> _Activity_
Your job is to report every line of the entries that has "dead".

[[ Data to examine, beginning ]]

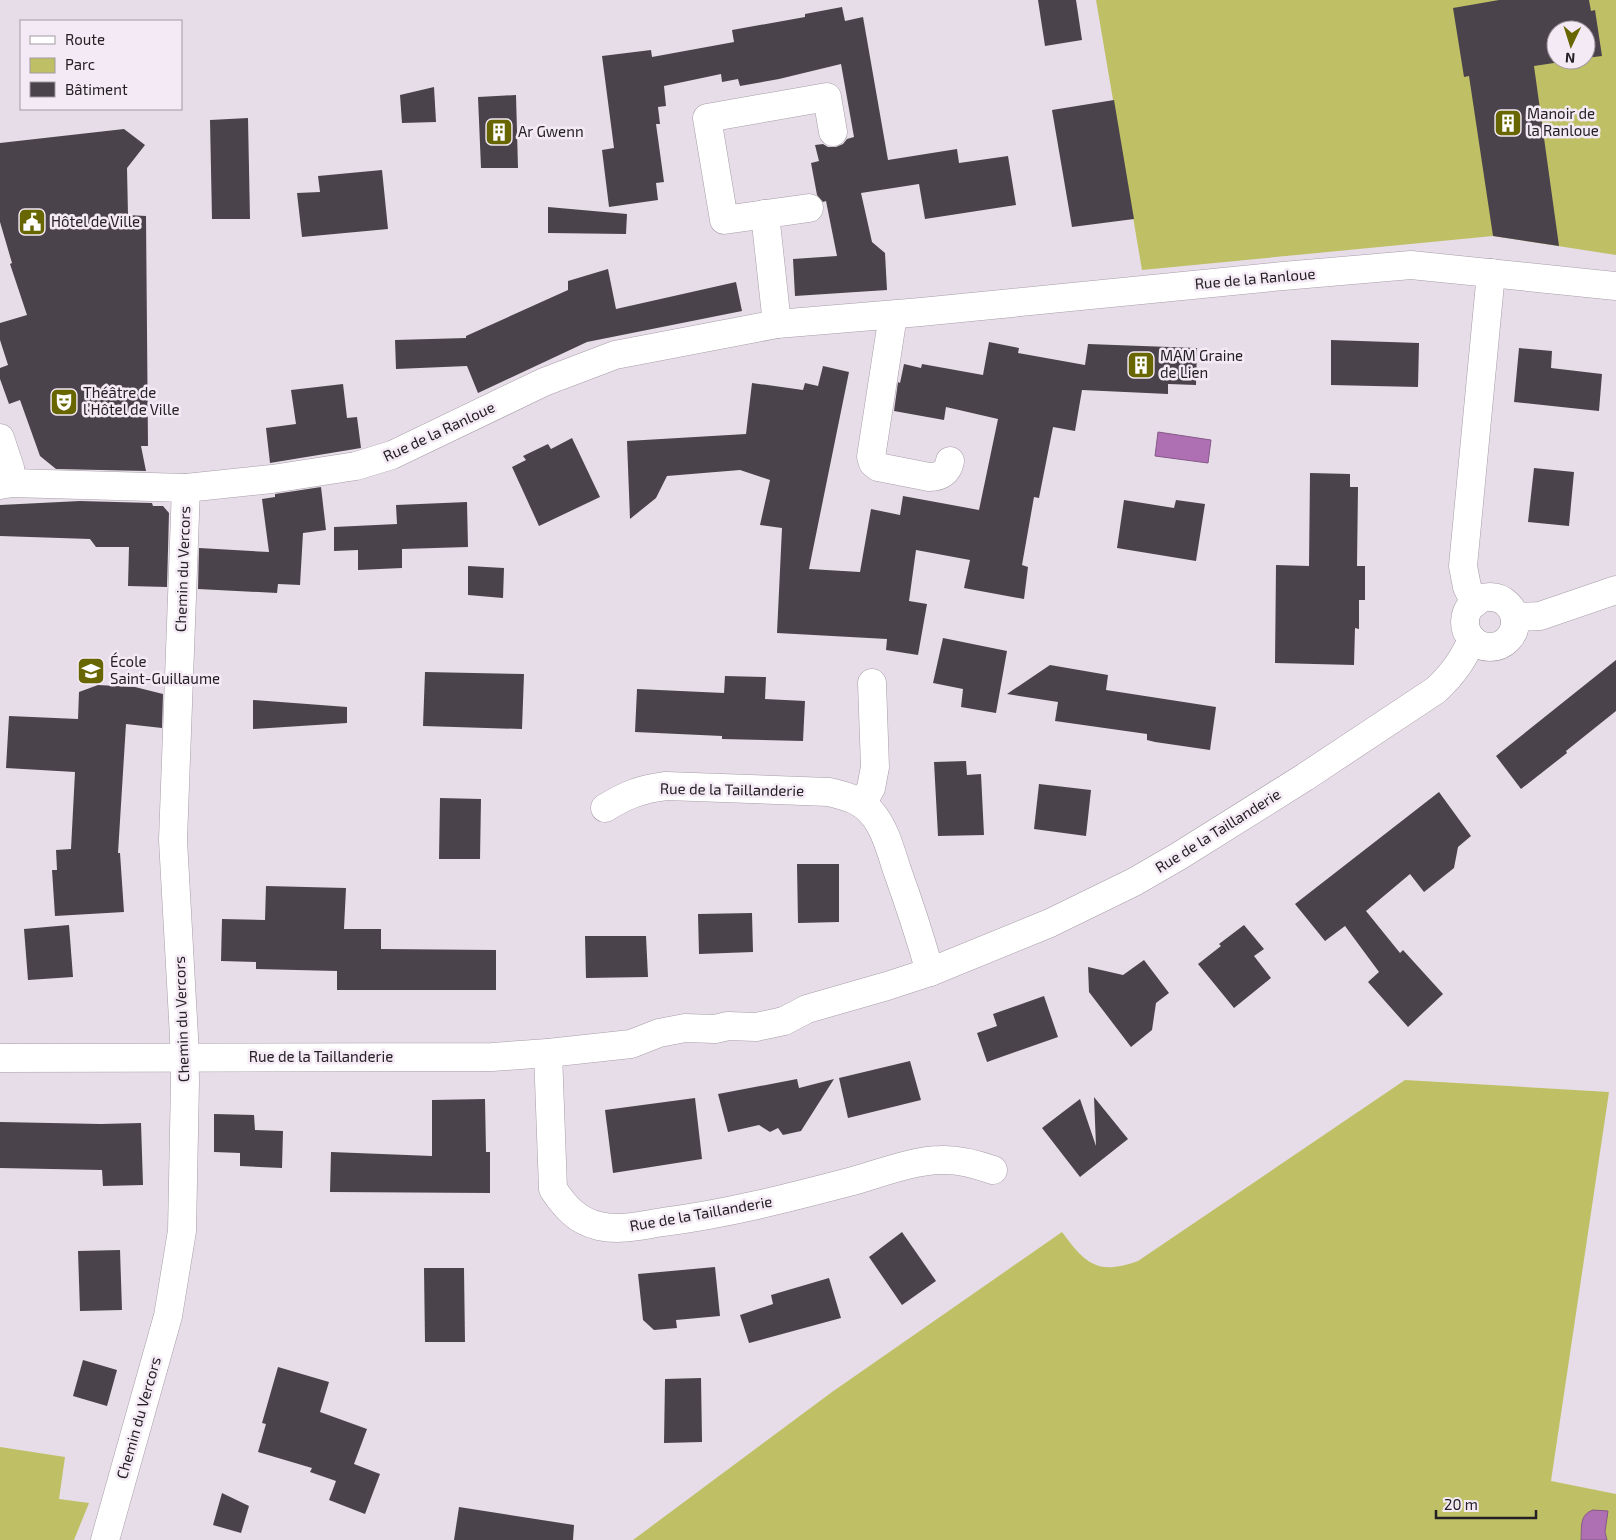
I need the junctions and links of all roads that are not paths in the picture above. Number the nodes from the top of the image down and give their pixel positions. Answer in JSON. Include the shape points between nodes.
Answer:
{"nodes":[{"id":1,"x":832,"y":132,"type":"dead end"},
{"id":2,"x":809,"y":208,"type":"dead end"},
{"id":3,"x":765,"y":214,"type":"junction"},
{"id":4,"x":1491,"y":273,"type":"junction"},
{"id":5,"x":1616,"y":286,"type":"edge"},
{"id":6,"x":893,"y":315,"type":"junction"},
{"id":7,"x":777,"y":324,"type":"junction"},
{"id":8,"x":0,"y":438,"type":"edge"},
{"id":9,"x":950,"y":461,"type":"dead end"},
{"id":10,"x":6,"y":484,"type":"edge"},
{"id":11,"x":186,"y":488,"type":"junction"},
{"id":12,"x":1616,"y":590,"type":"edge"},
{"id":13,"x":1474,"y":603,"type":"junction"},
{"id":14,"x":1515,"y":617,"type":"junction"},
{"id":15,"x":1472,"y":640,"type":"junction"},
{"id":16,"x":872,"y":683,"type":"dead end"},
{"id":17,"x":862,"y":804,"type":"junction"},
{"id":18,"x":605,"y":808,"type":"dead end"},
{"id":19,"x":930,"y":972,"type":"junction"},
{"id":20,"x":548,"y":1053,"type":"junction"},
{"id":21,"x":0,"y":1058,"type":"edge"},
{"id":22,"x":184,"y":1058,"type":"junction"},
{"id":23,"x":993,"y":1170,"type":"dead end"},
{"id":24,"x":105,"y":1540,"type":"edge"}],
"edges":[{"from":1,"to":3,"type":"street","via":[[827,97],[707,118],[724,220]]},
{"from":2,"to":3,"type":"street"},
{"from":3,"to":7,"type":"street"},
{"from":4,"to":5,"type":"street","name":"Rue de la Ranloue"},
{"from":4,"to":6,"type":"street","name":"Rue de la Ranloue","via":[[1411,265]]},
{"from":4,"to":13,"type":"street","via":[[1463,566]]},
{"from":6,"to":7,"type":"street","name":"Rue de la Ranloue"},
{"from":6,"to":9,"type":"street","via":[[870,457],[878,467],[930,477],[944,473]]},
{"from":7,"to":11,"type":"street","name":"Rue de la Ranloue","via":[[615,355],[544,382],[374,461],[308,474]]},
{"from":8,"to":10,"type":"street","via":[[10,468]]},
{"from":10,"to":11,"type":"street","name":"Rue de la Ranloue"},
{"from":11,"to":22,"type":"street","name":"Chemin du Vercors","via":[[173,840]]},
{"from":12,"to":14,"type":"street","via":[[1540,616]]},
{"from":13,"to":14,"type":"street","via":[[1482,598],[1499,599],[1512,609]]},
{"from":13,"to":15,"type":"street","via":[[1465,617]]},
{"from":14,"to":15,"type":"street","via":[[1513,633],[1502,644],[1486,647]]},
{"from":15,"to":19,"type":"street","name":"Rue de la Taillanderie","via":[[1460,663],[1436,690],[1179,856],[1082,908]]},
{"from":16,"to":17,"type":"street","via":[[875,767],[871,788]]},
{"from":17,"to":18,"type":"street","name":"Rue de la Taillanderie","via":[[829,792],[666,786],[645,788]]},
{"from":17,"to":19,"type":"street","name":"Rue de la Taillanderie","via":[[884,831]]},
{"from":19,"to":20,"type":"street","name":"Rue de la Taillanderie","via":[[807,1008],[784,1021],[756,1027],[685,1028],[659,1033],[631,1044]]},
{"from":20,"to":22,"type":"street","name":"Rue de la Taillanderie","via":[[492,1057]]},
{"from":20,"to":23,"type":"street","name":"Rue de la Taillanderie","via":[[553,1190],[564,1207],[580,1219],[599,1226],[618,1228],[692,1218],[778,1200],[926,1161],[954,1160]]},
{"from":21,"to":22,"type":"street","name":"Rue de la Taillanderie"},
{"from":22,"to":24,"type":"street","name":"Chemin du Vercors","via":[[182,1231],[170,1306]]}]}
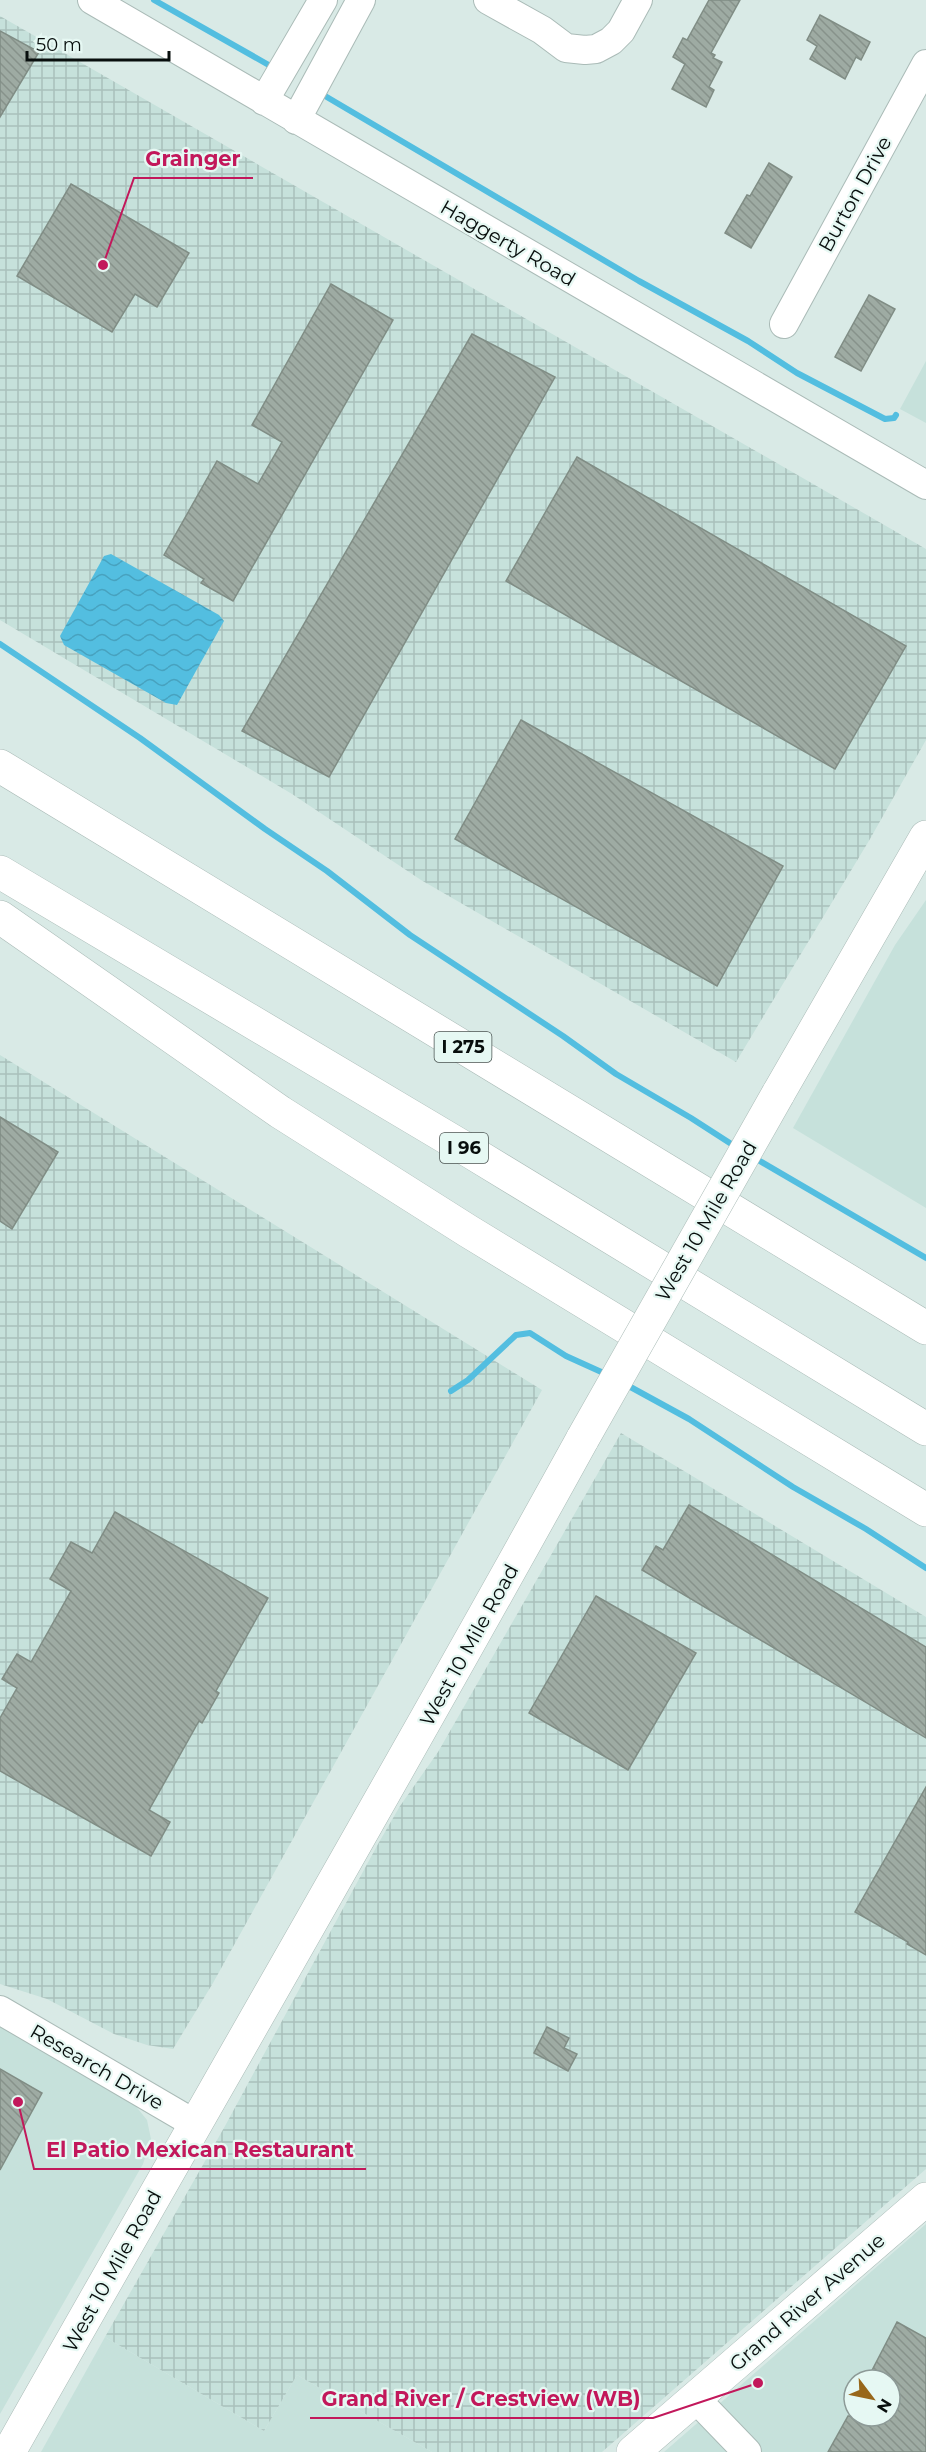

[[ Data to examine, end ]]

> _Output for this task_
{"nodes":[{"id":1,"x":832,"y":132,"type":"dead end"},
{"id":2,"x":809,"y":208,"type":"dead end"},
{"id":9,"x":950,"y":461,"type":"dead end"},
{"id":16,"x":872,"y":683,"type":"dead end"},
{"id":18,"x":605,"y":808,"type":"dead end"},
{"id":23,"x":993,"y":1170,"type":"dead end"},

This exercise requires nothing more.